A high degree of multicollinearity among the explanatory variables severely impairs estimation of regression coefficients by the Ordinary Least Squares. Several methods have been suggested to ameliorate the deleterious effects of multicollinearity.

In this paper we aim at comparing the Restricted Liu estimates of regression coefficients with those obtained by applying the Maximum Entropy Leuven (MEL) family of estimators on the widely analyzed dataset on Portland cement.

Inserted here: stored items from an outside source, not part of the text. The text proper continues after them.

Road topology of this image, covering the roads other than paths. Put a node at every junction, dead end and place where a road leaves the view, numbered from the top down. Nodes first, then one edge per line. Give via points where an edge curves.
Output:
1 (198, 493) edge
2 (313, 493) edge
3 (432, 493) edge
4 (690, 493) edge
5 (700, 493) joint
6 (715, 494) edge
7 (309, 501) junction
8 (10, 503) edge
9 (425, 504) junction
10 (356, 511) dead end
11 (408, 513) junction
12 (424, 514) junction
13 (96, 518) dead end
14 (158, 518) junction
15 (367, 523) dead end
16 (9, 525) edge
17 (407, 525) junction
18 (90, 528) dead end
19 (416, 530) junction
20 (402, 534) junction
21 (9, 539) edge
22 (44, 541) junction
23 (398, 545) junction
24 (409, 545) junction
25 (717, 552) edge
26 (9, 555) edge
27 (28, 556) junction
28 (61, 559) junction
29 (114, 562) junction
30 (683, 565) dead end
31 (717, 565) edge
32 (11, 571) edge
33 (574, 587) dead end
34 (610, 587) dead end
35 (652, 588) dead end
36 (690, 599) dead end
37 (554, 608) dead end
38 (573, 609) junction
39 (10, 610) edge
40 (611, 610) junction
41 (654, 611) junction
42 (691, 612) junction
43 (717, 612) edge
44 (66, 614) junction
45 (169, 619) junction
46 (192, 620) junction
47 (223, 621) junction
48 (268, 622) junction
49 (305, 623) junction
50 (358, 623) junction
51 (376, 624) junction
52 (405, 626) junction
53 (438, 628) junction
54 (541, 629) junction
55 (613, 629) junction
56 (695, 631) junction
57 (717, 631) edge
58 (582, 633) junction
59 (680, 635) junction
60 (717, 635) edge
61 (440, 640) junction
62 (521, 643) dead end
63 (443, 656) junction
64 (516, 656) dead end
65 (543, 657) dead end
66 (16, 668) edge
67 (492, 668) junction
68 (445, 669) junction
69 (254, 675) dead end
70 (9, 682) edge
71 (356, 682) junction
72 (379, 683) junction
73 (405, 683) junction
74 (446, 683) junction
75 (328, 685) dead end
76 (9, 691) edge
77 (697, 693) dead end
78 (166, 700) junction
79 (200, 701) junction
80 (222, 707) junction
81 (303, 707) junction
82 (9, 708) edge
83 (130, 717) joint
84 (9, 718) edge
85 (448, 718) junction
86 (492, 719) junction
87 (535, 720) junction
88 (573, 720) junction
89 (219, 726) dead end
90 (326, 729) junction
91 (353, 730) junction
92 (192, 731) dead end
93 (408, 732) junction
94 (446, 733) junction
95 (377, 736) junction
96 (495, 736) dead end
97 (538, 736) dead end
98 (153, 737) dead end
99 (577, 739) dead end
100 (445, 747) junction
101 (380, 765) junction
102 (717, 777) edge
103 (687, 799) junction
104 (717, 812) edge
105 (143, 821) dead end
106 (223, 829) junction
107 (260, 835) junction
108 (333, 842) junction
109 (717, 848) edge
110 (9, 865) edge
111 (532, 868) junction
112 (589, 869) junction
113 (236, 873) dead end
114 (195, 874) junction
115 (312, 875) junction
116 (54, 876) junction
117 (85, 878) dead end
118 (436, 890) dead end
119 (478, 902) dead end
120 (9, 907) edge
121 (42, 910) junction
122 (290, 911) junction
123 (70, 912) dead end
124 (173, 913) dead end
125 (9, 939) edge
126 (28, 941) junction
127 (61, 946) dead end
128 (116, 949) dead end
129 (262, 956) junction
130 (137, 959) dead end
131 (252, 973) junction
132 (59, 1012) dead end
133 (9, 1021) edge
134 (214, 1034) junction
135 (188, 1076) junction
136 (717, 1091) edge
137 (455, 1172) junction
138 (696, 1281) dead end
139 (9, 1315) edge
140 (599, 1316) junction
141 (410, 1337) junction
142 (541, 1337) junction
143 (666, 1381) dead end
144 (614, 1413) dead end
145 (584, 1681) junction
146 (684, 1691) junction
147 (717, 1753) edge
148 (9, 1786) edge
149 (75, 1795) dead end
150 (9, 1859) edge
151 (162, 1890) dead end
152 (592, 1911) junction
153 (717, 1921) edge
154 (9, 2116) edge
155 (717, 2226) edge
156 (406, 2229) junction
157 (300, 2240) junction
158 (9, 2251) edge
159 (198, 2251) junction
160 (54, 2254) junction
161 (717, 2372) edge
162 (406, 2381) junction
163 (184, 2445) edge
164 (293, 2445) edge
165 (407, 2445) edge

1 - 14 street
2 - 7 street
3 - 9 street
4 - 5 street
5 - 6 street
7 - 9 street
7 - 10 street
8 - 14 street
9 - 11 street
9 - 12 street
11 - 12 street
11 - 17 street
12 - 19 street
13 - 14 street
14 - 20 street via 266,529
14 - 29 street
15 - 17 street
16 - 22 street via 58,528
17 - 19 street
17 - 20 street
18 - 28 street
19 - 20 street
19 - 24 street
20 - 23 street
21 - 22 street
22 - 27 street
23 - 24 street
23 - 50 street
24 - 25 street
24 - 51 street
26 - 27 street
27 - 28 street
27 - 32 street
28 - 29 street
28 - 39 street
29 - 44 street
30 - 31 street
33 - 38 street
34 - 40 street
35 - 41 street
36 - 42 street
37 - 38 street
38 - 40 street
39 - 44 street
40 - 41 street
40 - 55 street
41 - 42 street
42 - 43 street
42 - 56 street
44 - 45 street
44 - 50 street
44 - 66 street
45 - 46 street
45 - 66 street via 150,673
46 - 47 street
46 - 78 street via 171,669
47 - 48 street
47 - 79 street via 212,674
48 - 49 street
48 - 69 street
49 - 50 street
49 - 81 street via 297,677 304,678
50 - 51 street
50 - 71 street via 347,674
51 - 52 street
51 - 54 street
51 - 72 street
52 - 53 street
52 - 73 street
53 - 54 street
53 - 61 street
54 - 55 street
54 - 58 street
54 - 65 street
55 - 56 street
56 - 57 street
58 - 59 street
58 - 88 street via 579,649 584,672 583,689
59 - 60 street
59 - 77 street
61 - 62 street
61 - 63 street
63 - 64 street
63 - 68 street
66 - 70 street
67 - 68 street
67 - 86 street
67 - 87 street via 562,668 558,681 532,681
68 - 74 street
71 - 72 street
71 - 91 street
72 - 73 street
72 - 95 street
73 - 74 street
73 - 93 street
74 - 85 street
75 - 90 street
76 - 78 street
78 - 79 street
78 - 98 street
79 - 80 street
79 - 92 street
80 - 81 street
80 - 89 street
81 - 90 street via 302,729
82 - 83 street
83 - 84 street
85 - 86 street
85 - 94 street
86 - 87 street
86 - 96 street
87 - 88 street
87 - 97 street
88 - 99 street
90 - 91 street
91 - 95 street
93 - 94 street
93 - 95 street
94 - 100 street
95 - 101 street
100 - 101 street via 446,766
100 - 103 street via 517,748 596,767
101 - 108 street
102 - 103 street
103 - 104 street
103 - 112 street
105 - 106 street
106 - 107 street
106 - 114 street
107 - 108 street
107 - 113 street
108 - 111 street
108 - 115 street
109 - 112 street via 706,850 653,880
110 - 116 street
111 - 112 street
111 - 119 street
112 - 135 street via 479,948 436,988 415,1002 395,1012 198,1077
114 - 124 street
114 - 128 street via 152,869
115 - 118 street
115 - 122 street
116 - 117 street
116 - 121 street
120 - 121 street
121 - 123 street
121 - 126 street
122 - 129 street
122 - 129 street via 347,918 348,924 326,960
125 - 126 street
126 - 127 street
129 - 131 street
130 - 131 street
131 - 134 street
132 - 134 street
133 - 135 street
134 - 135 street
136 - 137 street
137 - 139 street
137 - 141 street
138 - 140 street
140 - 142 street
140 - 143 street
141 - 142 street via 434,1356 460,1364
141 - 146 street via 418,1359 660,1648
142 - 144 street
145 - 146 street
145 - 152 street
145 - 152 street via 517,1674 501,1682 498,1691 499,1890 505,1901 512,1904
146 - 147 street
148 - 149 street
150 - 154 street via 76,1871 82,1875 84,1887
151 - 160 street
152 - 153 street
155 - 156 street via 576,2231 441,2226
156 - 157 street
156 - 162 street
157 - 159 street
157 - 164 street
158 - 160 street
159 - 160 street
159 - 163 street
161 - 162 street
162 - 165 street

This dataset has been obtained from an experimental investigation of the heat evolved during the setting and hardening of Portland cements of varied composition and the dependence of this heat on the percentage of four compounds in the clinkers from which the cement was produced. The relevance of the relationship between the heat evolved and the chemical processes undergone while setting takes place is best stated in the words of Woods et al.: "This property is of interest in the construction of massive works as dams, in which the great thickness severely hinder the outflow of the heat. The consequent rise in temperature while the cement is hardening may result in contractions and cracking when the eventual cooling to the surrounding temperature takes place."

Two alternative models have been formulated, the one with an intercept term (non-homogenous) that exhibits a very high degree of multicollinearity and the other with no intercept term (extended homogenous) that characterizes perfect multicollinearity.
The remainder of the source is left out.